# Records for this exercise
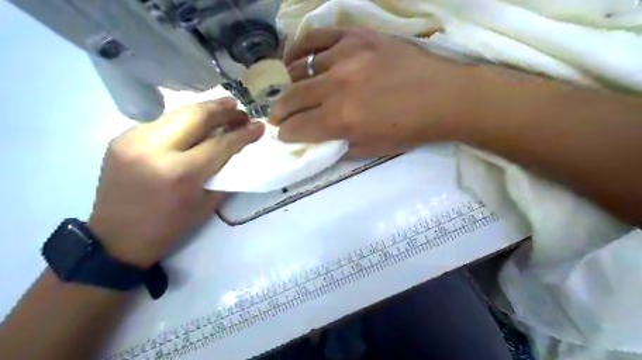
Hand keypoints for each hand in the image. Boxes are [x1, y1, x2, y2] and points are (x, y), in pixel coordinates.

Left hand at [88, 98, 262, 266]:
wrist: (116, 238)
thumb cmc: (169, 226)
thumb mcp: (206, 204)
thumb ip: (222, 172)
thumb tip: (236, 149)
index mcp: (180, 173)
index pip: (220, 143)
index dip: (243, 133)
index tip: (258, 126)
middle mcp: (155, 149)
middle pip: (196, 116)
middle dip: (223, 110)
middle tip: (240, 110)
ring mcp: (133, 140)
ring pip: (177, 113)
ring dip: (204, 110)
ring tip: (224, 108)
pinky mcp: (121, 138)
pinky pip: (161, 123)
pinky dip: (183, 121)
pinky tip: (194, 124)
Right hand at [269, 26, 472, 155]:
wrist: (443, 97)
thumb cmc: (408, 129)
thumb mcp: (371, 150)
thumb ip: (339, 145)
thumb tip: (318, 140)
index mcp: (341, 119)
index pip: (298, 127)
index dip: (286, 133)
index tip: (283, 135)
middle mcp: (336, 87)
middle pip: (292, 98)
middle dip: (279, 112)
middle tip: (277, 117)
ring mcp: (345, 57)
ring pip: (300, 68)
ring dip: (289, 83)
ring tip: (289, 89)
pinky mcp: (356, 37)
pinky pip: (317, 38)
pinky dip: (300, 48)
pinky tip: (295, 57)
* * *
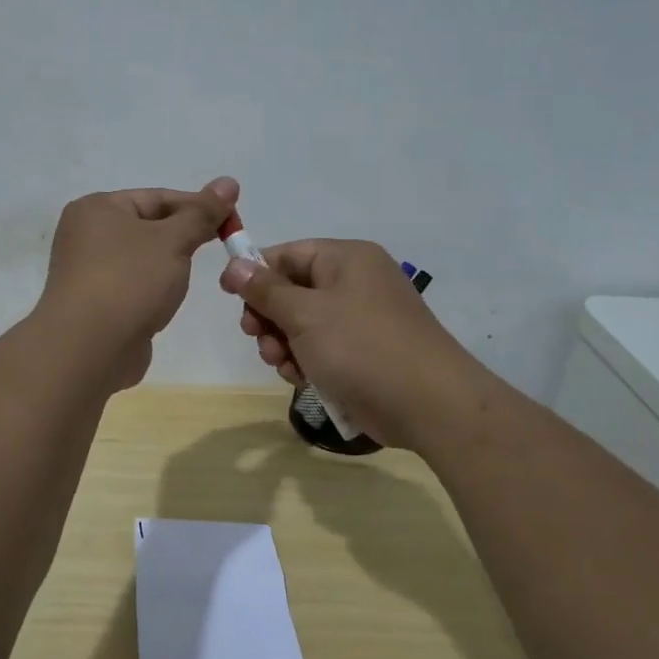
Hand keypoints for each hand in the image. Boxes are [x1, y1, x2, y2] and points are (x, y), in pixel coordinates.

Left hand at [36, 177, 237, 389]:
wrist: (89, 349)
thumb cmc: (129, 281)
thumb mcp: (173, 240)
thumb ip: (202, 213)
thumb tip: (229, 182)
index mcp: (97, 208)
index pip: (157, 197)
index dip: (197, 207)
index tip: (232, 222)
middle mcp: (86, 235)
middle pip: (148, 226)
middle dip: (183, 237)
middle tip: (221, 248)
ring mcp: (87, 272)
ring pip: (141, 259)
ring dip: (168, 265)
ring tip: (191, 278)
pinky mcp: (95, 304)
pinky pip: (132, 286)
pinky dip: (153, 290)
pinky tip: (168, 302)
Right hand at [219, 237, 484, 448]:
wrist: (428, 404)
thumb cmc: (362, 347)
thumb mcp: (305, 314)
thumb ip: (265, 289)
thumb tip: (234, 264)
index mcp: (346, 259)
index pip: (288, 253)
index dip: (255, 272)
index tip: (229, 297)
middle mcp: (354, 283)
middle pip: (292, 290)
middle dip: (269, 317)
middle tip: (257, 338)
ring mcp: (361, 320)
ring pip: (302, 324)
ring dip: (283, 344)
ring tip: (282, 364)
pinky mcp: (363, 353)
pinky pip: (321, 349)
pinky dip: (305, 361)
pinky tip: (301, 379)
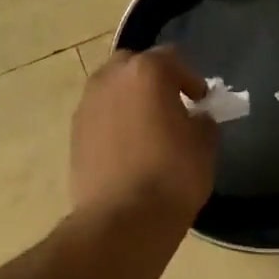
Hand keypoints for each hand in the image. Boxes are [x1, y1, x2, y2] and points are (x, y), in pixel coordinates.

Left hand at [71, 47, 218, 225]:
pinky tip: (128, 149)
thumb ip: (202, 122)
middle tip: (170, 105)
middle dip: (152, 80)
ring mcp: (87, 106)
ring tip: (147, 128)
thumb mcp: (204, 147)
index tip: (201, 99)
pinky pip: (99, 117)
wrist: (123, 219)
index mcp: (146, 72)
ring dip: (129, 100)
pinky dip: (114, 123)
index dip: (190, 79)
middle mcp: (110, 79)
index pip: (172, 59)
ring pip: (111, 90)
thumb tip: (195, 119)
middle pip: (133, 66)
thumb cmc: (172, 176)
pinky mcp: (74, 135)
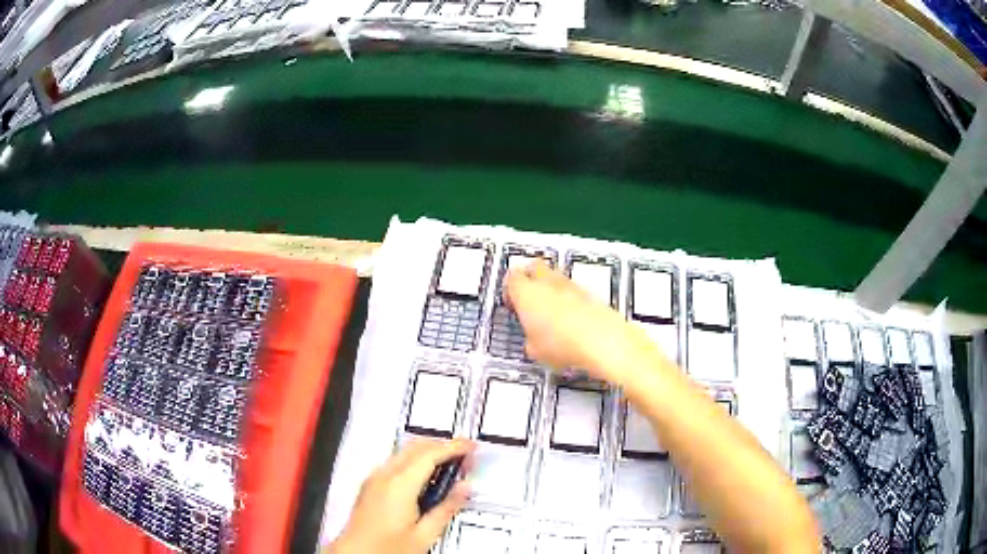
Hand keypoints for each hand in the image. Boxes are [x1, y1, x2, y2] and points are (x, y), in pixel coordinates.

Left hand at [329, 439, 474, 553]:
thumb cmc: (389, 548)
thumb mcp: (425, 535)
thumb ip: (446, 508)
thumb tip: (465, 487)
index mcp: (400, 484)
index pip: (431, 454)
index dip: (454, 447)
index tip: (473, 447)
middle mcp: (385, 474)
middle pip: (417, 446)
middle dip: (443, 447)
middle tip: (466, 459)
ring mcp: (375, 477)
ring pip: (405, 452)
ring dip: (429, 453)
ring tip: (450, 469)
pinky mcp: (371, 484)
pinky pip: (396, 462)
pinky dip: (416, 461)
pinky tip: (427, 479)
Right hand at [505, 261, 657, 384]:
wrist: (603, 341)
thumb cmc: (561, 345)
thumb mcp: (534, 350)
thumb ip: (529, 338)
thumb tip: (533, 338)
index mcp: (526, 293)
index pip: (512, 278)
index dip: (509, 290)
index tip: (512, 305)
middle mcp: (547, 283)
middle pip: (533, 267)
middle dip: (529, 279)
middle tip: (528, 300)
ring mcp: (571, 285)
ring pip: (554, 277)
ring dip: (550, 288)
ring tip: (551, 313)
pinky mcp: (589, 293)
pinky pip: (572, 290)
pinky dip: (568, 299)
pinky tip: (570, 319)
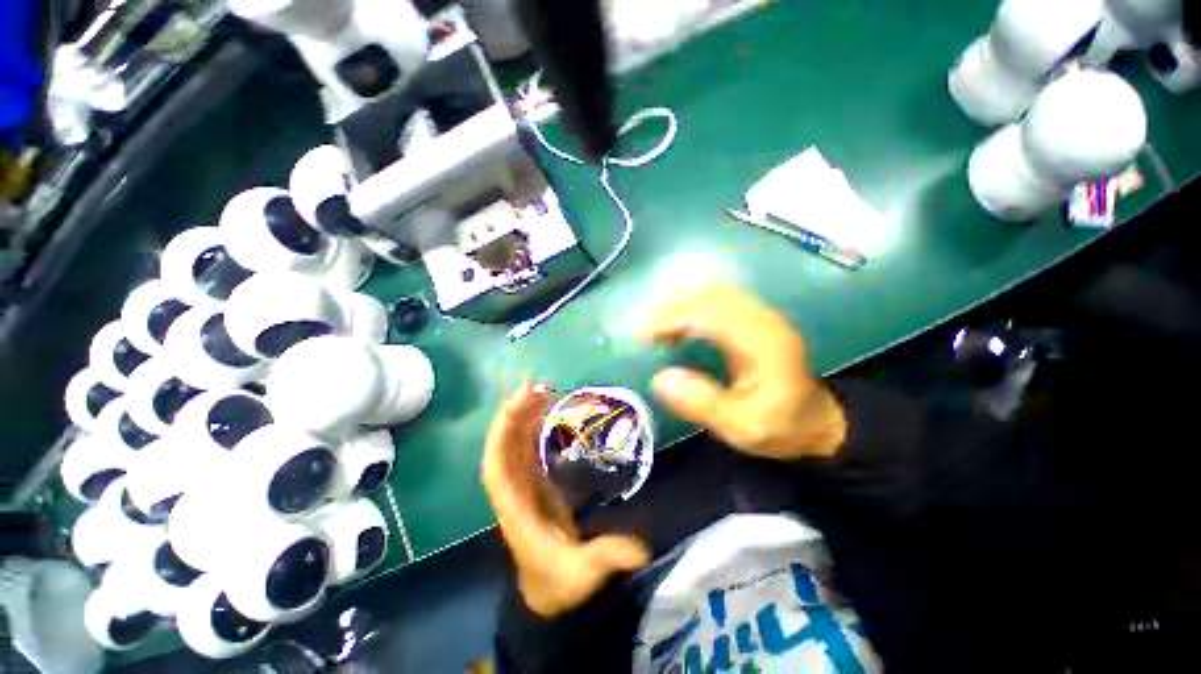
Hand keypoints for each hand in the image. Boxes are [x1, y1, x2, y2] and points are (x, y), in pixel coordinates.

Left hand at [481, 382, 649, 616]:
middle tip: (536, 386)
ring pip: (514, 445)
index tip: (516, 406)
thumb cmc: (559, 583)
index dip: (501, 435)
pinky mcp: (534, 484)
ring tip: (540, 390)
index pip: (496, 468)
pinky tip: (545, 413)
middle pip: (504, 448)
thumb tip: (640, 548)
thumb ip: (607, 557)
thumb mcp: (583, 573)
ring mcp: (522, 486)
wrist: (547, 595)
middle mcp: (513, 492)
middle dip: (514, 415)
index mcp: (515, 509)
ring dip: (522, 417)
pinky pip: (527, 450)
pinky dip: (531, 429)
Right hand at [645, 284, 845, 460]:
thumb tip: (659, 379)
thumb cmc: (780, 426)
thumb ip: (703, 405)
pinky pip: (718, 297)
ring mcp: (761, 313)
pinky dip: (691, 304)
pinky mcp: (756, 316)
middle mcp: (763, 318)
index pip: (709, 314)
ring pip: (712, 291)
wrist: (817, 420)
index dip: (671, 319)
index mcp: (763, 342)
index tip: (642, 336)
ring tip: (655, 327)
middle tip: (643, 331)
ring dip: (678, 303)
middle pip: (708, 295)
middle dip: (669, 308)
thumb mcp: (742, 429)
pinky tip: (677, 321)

# What to produce
In the material above, find the line containing "pinky dip: (153, 290)" and the line containing "middle pip: (292, 290)", then write out exactly those two lines and every line between them, and nothing more.

# Reply to the task
pinky dip: (153, 290)
pinky tip: (168, 302)
Right hand at [219, 237, 484, 448]:
wrist: (428, 404)
thumb cmc: (362, 347)
thumb mcp: (305, 314)
thumb ip: (265, 289)
thumb tip: (234, 264)
index mcp: (346, 259)
index pip: (288, 253)
index dip: (255, 272)
index tip: (229, 297)
middle mcp: (354, 283)
middle pip: (292, 290)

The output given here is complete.